WHAT TO DO: How many lines in the records below contain "absolute"? Reply with the number only.

Collected data entries:
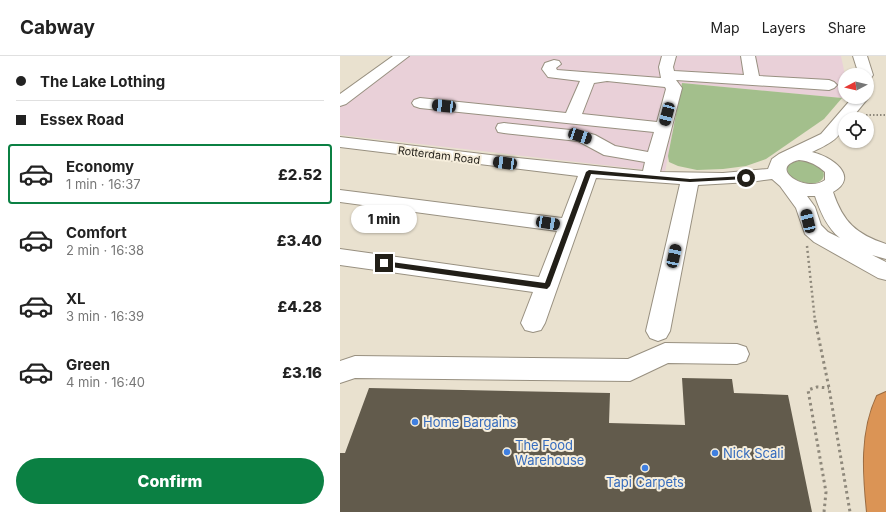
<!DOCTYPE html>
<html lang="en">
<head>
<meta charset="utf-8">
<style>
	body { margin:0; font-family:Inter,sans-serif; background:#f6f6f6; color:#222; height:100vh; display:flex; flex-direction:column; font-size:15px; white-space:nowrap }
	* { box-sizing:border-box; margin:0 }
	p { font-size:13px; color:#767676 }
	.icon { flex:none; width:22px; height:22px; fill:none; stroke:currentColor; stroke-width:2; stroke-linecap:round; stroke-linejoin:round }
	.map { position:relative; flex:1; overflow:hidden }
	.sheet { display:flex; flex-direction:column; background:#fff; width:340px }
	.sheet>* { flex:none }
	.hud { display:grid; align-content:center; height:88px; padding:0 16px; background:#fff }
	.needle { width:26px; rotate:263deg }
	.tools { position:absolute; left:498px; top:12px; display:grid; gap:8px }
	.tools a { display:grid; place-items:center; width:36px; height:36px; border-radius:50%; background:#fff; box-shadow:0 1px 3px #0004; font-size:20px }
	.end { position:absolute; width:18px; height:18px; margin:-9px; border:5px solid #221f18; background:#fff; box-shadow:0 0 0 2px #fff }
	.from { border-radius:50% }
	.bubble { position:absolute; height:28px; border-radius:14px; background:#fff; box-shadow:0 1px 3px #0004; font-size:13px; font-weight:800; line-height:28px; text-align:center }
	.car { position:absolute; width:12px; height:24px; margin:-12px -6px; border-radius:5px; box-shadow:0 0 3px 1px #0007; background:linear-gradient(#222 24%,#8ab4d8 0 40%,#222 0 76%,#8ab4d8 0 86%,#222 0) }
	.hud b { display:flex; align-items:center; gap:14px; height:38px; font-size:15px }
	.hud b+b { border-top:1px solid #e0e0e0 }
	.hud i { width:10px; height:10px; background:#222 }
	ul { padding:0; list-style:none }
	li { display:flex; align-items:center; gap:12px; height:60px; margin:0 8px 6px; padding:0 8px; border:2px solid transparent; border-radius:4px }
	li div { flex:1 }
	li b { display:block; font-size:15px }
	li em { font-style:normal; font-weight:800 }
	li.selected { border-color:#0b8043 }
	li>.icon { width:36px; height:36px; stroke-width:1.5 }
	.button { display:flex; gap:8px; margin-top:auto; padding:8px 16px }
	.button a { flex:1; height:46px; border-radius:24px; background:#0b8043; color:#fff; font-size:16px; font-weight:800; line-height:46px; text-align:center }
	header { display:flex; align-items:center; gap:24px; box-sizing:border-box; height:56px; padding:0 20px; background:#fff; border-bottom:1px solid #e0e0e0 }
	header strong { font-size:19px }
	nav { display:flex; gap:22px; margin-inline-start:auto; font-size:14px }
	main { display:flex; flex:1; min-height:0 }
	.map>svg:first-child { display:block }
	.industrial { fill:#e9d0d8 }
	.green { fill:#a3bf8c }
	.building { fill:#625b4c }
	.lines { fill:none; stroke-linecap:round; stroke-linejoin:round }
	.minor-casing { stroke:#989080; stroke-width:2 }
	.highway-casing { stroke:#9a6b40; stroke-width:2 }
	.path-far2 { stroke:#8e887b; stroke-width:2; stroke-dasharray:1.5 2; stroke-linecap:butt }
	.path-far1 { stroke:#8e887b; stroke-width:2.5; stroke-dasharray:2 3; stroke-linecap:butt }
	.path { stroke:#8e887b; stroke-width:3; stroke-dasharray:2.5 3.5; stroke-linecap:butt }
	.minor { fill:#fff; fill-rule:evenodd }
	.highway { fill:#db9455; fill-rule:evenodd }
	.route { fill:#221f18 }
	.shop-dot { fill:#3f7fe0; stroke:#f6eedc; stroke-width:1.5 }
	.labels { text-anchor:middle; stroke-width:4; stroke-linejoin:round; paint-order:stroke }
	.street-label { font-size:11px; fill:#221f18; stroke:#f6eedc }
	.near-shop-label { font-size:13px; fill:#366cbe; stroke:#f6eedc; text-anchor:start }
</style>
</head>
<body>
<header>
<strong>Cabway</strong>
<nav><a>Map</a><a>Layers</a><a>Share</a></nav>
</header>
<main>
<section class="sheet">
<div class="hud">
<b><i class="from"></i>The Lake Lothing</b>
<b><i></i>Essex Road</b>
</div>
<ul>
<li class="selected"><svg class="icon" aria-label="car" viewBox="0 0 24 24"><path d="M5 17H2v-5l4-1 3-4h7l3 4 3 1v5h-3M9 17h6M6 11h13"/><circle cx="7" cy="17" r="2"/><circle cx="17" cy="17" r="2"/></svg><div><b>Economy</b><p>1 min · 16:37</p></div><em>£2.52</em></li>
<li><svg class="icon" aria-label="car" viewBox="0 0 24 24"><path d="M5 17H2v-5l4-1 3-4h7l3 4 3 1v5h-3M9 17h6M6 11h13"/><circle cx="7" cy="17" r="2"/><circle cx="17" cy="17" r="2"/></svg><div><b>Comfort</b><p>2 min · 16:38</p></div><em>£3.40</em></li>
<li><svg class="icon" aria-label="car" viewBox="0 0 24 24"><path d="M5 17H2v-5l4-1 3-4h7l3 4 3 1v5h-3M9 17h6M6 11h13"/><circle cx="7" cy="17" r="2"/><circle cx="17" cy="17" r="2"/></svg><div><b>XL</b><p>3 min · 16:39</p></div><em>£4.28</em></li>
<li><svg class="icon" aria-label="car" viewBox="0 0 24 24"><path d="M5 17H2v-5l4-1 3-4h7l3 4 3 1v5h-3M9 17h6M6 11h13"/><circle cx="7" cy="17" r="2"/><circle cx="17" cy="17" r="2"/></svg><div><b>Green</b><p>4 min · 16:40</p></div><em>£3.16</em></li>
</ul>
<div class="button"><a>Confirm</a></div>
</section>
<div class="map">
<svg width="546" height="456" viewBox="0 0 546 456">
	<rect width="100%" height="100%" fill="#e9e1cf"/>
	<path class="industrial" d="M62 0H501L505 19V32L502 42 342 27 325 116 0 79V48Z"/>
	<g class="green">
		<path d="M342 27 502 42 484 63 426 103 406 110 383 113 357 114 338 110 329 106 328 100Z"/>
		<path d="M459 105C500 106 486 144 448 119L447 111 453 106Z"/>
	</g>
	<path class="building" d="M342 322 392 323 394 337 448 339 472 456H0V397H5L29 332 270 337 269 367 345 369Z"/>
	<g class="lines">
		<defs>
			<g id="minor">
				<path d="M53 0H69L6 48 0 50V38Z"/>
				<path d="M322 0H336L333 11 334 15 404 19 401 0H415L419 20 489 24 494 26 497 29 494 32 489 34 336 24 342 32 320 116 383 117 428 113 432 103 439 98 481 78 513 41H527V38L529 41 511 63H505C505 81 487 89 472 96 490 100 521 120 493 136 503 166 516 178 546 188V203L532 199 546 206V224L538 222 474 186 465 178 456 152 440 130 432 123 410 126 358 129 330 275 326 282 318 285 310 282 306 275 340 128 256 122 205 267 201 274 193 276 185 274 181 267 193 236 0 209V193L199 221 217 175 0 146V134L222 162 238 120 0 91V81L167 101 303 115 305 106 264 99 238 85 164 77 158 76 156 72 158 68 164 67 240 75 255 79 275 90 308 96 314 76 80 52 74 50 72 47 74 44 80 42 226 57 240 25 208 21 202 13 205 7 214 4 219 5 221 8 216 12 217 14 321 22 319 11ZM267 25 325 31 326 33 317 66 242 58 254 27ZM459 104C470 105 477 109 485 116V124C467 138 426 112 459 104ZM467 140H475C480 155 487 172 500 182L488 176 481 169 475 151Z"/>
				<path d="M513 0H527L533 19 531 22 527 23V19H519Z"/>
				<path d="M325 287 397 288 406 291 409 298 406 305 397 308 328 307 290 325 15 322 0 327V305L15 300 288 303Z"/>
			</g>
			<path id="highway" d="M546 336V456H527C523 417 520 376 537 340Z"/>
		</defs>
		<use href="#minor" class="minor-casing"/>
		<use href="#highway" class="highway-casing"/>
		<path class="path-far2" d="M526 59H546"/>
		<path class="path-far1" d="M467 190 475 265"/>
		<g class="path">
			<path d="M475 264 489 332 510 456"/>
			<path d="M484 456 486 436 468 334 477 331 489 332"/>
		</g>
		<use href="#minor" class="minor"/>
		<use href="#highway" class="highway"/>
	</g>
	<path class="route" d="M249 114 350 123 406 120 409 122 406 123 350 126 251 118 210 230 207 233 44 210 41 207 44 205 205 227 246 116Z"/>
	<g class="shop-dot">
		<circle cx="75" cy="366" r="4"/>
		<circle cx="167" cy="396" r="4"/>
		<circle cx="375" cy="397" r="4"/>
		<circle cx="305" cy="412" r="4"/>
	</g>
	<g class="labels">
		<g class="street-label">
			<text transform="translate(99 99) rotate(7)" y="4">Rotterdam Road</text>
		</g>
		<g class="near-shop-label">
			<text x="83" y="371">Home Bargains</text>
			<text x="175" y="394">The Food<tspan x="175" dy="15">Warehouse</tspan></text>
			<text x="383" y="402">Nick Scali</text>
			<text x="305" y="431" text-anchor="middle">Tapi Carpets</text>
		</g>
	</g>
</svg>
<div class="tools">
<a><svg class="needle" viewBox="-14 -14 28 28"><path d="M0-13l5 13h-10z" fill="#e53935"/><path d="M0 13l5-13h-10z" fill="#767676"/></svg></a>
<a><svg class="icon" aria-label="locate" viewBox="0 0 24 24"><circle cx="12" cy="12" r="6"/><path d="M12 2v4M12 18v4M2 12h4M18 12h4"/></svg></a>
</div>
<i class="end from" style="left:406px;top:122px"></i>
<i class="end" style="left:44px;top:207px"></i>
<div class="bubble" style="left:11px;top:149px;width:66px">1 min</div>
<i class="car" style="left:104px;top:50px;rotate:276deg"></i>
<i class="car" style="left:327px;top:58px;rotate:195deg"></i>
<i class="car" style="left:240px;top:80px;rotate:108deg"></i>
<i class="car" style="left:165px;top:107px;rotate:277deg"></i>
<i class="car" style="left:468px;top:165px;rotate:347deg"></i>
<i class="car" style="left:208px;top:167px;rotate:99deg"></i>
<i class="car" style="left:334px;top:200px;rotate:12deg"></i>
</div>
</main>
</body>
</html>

YOUR SOLUTION: 4